With that she left me, and soon returned with a volume, verdantly bound, and garnished with a curious frontispiece in green; nothing less than a fragment of real moss, cunningly pressed to a fly-leaf. "Why, this," said I, spilling my raspberries, "this is the Mosses from an Old Manse." "Yes," said cousin Cherry, "yes, it is that flowery Hawthorne." "Hawthorne and Mosses," said I, "no more it is morning: it is July in the country: and I am off for the barn."
Stretched on that new mown clover, the hillside breeze blowing over me through the wide barn door, and soothed by the hum of the bees in the meadows around, how magically stole over me this Mossy Man! and how amply, how bountifully, did he redeem that delicious promise to his guests in the Old Manse, of whom it is written: "Others could give them pleasure, or amusement, or instruction—these could be picked up anywhere; but it was for me to give them rest—rest, in a life of trouble! What better could be done for those weary and world-worn spirits? … what better could be done for anybody who came within our magic circle than to throw the spell of a tranquil spirit over him?" So all that day, half-buried in the new clover, I watched this Hawthorne's "Assyrian dawn, and Paphian sunset and moonrise from the summit of our eastern hill."
The soft ravishments of the man spun me round about in a web of dreams, and when the book was closed, when the spell was over, this wizard "dismissed me with but misty reminiscences, as if I had been dreaming of him."
What a wild moonlight of contemplative humor bathes that Old Manse!—the rich and rare distilment of a spicy and slowly-oozing heart. No rollicking rudeness, no gross fun fed on fat dinners, and bred in the lees of wine—but a humor so spiritually gentle, so high, so deep, and yet so richly relishable, that it were hardly inappropriate in an angel. It is the very religion of mirth; for nothing so human but it may be advanced to that.
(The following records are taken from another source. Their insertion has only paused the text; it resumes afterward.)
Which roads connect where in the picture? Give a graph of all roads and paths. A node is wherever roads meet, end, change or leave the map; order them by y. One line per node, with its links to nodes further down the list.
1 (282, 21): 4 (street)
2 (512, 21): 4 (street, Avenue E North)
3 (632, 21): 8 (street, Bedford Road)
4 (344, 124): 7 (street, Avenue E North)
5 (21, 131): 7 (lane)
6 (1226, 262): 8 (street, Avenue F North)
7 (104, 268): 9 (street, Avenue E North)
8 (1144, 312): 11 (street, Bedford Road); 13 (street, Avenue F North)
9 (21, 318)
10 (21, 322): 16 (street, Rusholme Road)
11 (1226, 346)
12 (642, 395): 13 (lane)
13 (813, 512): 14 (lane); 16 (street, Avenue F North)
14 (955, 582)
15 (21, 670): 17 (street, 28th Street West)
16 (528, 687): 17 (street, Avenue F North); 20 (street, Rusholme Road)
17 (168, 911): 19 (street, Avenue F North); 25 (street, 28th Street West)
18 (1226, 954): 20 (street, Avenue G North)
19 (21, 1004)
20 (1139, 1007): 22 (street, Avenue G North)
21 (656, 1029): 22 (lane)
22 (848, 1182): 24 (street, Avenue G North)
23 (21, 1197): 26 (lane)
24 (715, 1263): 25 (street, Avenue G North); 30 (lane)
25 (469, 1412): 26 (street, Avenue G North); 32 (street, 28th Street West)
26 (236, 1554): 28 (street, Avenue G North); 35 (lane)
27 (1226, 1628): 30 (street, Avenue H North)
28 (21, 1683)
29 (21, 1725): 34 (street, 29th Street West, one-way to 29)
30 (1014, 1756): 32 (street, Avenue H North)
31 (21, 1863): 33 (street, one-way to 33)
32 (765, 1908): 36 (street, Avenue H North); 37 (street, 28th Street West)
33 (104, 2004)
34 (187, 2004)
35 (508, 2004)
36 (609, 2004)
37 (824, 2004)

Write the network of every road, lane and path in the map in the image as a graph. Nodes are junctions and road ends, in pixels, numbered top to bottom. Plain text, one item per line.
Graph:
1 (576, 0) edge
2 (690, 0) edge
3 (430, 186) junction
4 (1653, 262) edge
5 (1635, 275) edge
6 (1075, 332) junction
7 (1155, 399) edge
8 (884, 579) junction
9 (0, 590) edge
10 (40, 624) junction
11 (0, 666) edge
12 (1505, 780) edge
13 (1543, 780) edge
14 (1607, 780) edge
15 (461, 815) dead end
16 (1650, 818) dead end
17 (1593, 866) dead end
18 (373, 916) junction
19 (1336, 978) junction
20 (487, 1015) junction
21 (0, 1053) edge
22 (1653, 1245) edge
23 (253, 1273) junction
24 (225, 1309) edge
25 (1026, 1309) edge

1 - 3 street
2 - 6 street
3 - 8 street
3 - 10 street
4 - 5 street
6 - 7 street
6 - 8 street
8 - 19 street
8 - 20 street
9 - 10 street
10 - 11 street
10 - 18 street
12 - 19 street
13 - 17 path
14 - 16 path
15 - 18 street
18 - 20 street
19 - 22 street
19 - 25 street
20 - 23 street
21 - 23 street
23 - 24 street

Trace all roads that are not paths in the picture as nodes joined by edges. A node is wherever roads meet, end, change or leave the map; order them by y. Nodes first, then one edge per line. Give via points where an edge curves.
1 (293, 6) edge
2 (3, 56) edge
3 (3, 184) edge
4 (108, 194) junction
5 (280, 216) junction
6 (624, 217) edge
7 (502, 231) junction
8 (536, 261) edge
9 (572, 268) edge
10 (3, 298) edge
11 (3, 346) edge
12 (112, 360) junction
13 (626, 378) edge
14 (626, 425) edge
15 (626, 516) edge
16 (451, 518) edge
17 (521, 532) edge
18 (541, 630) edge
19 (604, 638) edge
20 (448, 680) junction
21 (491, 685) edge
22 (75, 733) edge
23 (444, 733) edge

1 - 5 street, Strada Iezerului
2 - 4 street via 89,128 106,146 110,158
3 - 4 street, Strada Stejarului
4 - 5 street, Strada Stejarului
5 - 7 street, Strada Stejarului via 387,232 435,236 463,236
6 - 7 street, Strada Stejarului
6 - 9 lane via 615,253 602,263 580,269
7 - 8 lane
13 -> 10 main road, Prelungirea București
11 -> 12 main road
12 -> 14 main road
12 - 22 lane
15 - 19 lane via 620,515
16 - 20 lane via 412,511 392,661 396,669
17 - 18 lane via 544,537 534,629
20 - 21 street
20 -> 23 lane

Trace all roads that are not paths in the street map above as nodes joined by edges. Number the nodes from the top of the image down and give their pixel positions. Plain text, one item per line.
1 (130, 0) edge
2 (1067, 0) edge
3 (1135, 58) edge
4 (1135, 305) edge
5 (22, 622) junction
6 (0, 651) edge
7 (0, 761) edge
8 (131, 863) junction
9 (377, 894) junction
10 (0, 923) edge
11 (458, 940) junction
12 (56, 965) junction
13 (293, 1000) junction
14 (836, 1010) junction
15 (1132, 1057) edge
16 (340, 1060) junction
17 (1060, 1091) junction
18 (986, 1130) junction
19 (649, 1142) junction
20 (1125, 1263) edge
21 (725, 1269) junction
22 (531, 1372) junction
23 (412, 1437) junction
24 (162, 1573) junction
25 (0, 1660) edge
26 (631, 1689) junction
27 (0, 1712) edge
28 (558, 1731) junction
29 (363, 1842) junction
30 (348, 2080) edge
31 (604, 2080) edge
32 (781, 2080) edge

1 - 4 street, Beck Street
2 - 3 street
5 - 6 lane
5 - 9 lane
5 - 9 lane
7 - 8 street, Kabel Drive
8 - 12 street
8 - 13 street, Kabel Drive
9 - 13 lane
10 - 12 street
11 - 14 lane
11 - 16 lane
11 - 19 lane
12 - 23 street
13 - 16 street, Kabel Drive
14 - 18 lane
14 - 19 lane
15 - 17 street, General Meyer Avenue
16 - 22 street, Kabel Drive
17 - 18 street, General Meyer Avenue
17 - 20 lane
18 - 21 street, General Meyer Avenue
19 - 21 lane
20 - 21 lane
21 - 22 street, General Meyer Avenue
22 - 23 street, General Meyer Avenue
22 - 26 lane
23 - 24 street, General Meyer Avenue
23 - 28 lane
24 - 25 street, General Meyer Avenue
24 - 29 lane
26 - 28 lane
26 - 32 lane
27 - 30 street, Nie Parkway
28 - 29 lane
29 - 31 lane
The orchard of the Old Manse seems the visible type of the fine mind that has described it—those twisted and contorted old trees, "they stretch out their crooked branches, and take such hold of the imagination that we remember them as humorists and odd-fellows." And then, as surrounded by these grotesque forms, and hushed in the noonday repose of this Hawthorne's spell, how aptly might the still fall of his ruddy thoughts into your soul be symbolized by: "In the stillest afternoon, if I listened, the thump of a great apple was audible, falling without a breath of wind, from the mere necessity of perfect ripeness." For no less ripe than ruddy are the apples of the thoughts and fancies in this sweet Man of Mosses.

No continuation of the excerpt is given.